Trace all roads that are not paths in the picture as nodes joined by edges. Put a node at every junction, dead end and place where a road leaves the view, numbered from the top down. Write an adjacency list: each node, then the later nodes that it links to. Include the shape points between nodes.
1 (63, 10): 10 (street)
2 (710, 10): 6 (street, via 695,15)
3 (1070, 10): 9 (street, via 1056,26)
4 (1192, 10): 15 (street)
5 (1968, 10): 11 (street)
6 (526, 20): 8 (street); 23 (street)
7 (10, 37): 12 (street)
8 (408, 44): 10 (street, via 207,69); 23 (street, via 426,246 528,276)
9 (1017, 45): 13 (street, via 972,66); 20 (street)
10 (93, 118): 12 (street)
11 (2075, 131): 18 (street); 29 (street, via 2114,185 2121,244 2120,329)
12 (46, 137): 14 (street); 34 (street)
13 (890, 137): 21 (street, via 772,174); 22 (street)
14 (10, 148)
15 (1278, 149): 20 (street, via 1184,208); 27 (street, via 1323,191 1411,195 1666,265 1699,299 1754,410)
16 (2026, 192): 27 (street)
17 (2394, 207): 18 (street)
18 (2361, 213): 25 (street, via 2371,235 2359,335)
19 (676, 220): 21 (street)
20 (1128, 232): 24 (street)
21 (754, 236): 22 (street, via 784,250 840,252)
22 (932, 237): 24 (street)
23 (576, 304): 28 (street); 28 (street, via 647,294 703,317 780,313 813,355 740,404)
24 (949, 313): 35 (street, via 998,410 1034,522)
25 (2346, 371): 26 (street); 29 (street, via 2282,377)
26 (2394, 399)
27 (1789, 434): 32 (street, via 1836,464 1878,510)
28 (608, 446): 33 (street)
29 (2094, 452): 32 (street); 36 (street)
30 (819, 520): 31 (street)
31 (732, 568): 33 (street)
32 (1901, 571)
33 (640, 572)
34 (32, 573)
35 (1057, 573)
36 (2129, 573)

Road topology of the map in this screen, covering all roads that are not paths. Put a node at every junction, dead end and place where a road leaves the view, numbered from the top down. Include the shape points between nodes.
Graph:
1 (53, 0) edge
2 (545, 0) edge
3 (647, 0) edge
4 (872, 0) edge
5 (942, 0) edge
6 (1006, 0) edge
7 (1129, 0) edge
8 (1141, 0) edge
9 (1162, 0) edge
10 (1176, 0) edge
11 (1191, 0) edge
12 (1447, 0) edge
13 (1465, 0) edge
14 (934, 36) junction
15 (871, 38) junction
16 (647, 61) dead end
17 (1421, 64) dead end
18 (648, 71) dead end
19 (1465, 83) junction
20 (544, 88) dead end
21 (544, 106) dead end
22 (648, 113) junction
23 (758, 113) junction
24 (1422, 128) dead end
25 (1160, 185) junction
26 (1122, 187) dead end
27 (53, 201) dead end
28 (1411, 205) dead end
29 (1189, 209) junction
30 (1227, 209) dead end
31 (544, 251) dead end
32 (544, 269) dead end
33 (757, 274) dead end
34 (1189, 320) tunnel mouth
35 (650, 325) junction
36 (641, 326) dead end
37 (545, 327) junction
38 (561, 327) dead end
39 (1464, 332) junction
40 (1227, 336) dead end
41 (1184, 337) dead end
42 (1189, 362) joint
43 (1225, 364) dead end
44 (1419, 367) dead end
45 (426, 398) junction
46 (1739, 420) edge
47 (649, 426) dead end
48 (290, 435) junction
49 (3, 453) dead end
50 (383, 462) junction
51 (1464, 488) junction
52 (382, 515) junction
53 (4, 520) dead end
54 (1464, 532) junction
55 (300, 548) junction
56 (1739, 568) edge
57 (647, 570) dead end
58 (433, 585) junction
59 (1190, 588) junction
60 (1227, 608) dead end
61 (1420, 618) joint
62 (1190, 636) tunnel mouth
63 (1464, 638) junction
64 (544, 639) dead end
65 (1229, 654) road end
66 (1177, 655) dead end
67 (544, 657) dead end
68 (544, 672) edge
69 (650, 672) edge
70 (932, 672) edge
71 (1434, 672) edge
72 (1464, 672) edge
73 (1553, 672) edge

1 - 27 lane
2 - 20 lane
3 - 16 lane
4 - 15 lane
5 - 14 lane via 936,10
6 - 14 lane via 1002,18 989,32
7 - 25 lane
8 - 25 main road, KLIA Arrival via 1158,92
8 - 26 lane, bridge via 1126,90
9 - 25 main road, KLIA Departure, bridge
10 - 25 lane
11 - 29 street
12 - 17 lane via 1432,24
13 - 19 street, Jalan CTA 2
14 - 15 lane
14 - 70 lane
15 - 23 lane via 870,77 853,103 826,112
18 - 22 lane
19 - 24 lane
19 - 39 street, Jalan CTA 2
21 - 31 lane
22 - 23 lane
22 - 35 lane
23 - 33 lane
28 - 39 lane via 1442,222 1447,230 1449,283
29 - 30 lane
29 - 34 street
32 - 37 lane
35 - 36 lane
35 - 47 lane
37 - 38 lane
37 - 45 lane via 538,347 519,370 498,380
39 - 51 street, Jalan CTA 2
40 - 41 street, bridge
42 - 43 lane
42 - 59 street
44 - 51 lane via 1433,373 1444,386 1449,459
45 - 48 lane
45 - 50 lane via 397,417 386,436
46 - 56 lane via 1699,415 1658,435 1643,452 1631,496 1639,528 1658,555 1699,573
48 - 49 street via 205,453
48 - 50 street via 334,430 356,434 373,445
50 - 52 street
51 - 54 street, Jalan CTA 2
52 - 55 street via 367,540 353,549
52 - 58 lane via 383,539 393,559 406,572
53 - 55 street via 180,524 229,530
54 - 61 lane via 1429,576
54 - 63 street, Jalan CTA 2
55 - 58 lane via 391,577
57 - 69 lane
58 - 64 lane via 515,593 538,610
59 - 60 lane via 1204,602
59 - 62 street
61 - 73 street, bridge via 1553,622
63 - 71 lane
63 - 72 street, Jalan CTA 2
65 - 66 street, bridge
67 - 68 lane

________________________________________

How to complete this task:
Where the word "tunnel" occurs in a line of the records, copy that line.

Your solution:
34 (1189, 320) tunnel mouth
62 (1190, 636) tunnel mouth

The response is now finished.